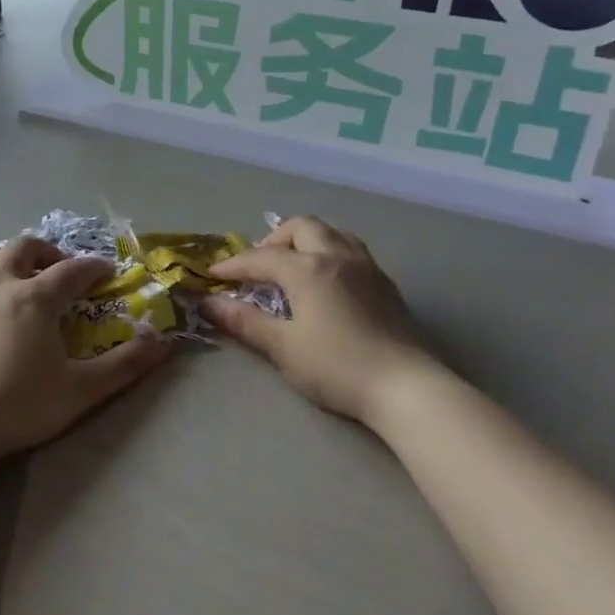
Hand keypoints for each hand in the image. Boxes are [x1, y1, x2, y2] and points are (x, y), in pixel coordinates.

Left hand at [0, 237, 167, 467]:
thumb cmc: (18, 407)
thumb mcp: (81, 391)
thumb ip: (124, 366)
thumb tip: (161, 342)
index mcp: (36, 298)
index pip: (72, 270)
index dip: (94, 268)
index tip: (107, 272)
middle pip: (23, 247)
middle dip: (46, 251)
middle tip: (58, 269)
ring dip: (4, 257)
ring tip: (14, 274)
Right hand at [200, 215, 445, 427]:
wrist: (405, 387)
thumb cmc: (337, 367)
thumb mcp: (283, 347)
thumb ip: (245, 321)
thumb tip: (209, 303)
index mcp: (308, 269)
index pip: (262, 257)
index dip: (234, 265)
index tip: (213, 276)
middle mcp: (337, 255)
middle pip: (300, 227)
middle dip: (273, 240)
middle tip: (258, 267)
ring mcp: (366, 266)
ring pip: (330, 232)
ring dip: (305, 241)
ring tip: (292, 266)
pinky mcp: (384, 282)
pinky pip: (350, 249)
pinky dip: (328, 252)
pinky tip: (325, 281)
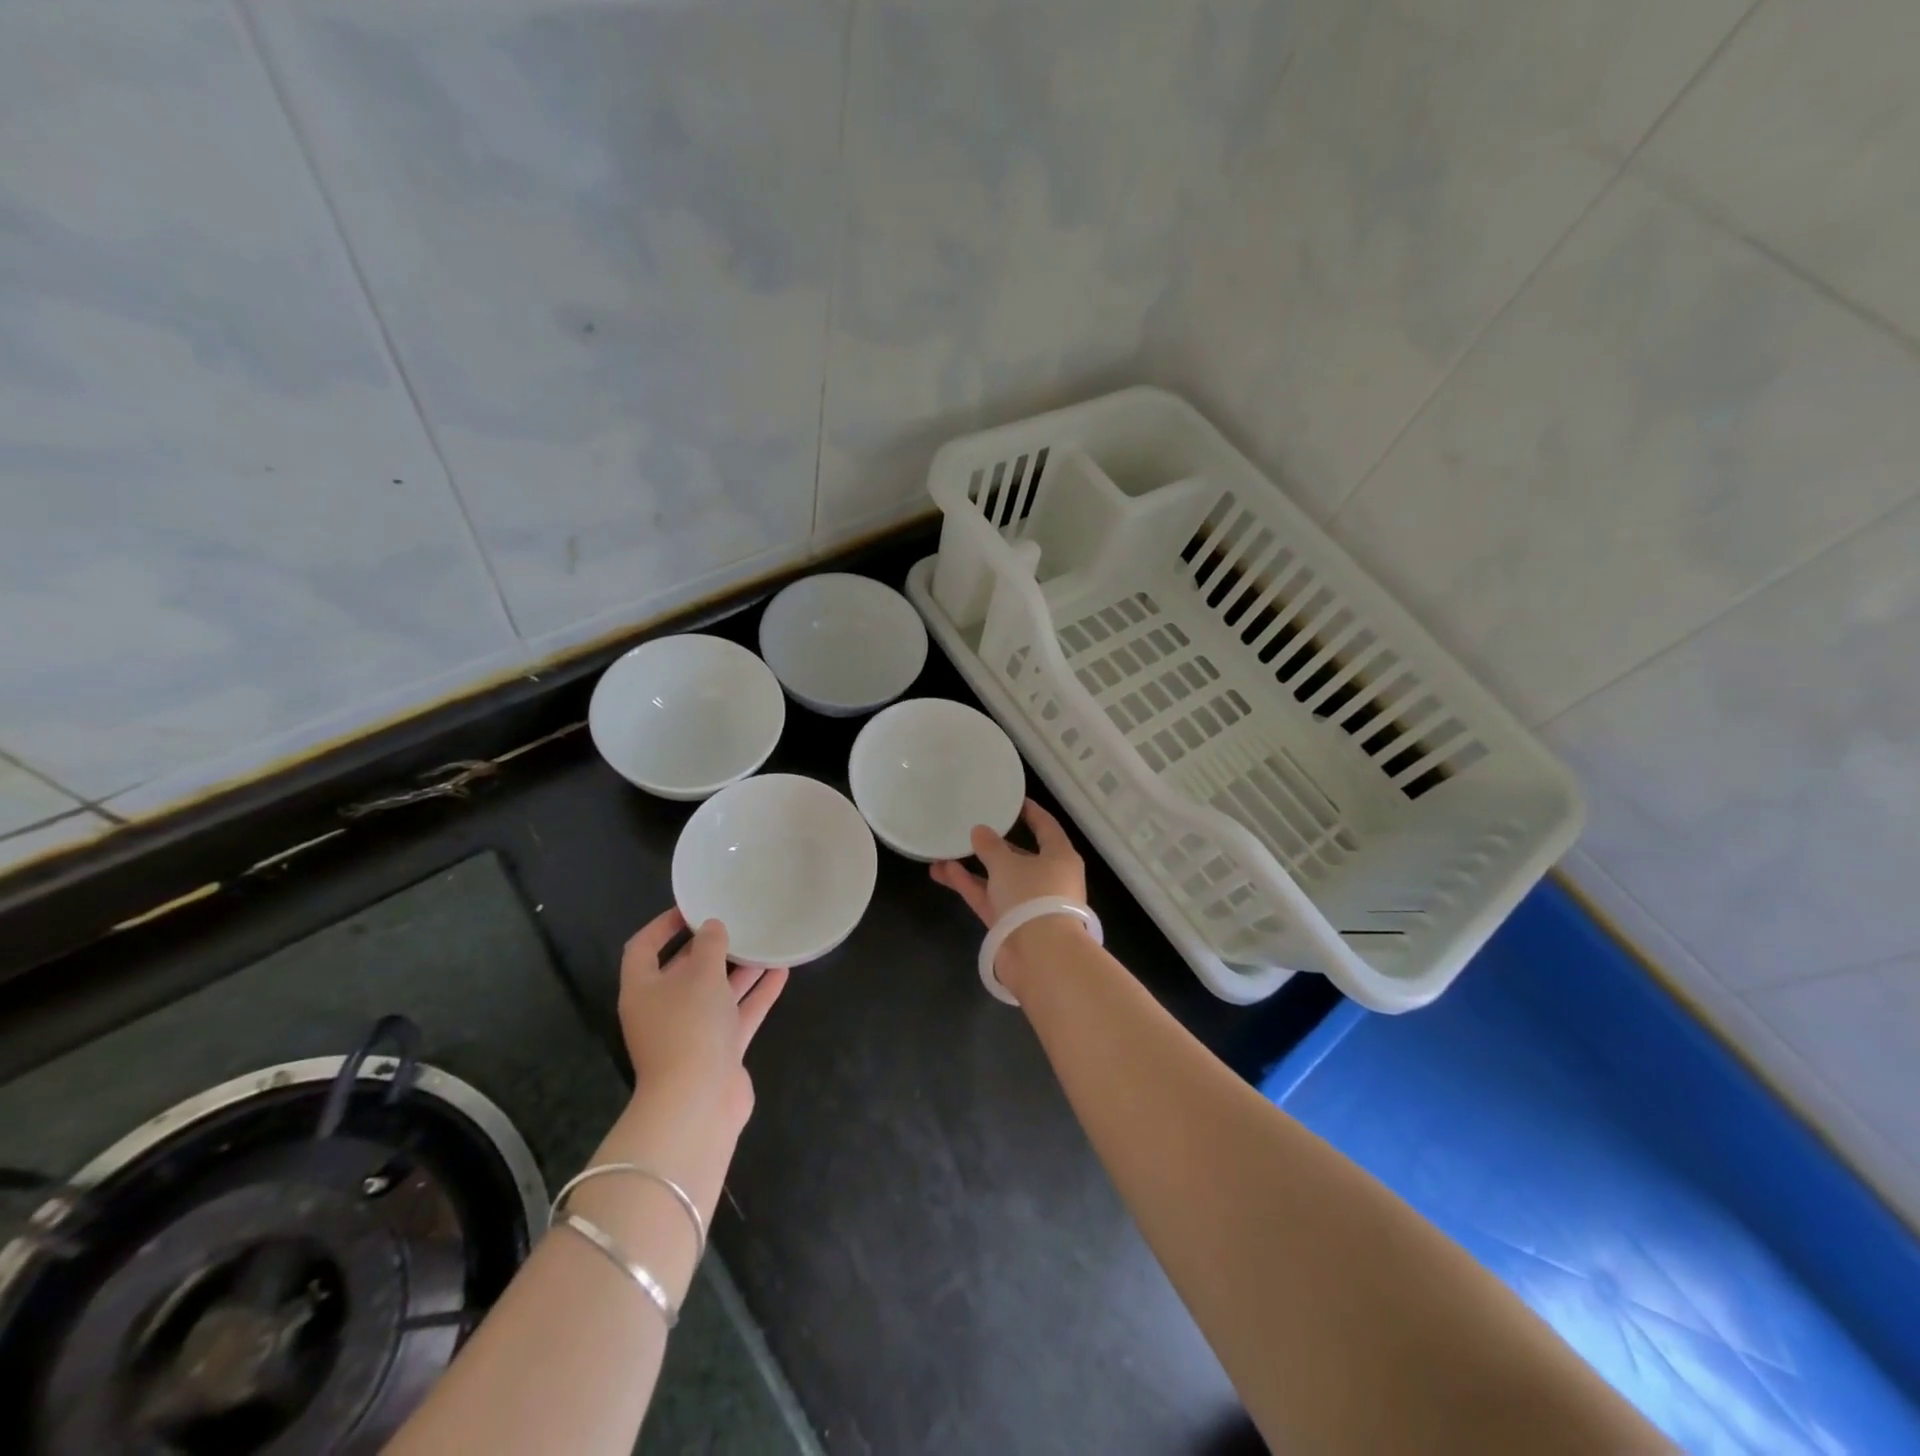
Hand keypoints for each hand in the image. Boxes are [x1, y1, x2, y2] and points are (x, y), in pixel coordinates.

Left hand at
.....
▶ **What to work on**: Retype all of the material above exactly; the pictures stay out.

▶ **Exercise answer**:
Hand keypoints for each hand in the image. Boxes are [x1, y1, x2, y2] and points are (x, y), in pixel coordinates.

Left hand at [0, 237, 167, 467]:
thumb cmc: (18, 407)
thumb mcp: (81, 391)
thumb ip: (124, 366)
thumb tip: (161, 342)
index mcp: (36, 298)
index pip: (72, 270)
index dip: (94, 268)
index tip: (107, 272)
middle pip: (23, 247)
middle dip: (46, 251)
middle tip: (58, 269)
ring dip: (4, 257)
ring tip: (14, 274)
Right hand at [200, 215, 445, 427]:
wrist: (405, 387)
thumb cmc: (337, 367)
thumb mcp: (283, 347)
thumb ip: (245, 321)
thumb tip: (209, 303)
index mcp: (308, 269)
index pip: (262, 257)
index dip: (234, 265)
index tip: (213, 276)
middle mcp: (337, 255)
middle pip: (300, 227)
middle dip: (273, 240)
middle tip: (258, 267)
ring mcp: (366, 266)
ring pip: (330, 232)
ring dip: (305, 241)
ring tip: (292, 266)
pinky mcp: (384, 282)
pinky pip: (350, 249)
pinky dip: (328, 252)
pinky tip: (325, 281)
Hand keypoints for each hand in the image. Boxes are [x1, y1, x2, y2] and points are (x, y), in pixel coordinates.

Left hand at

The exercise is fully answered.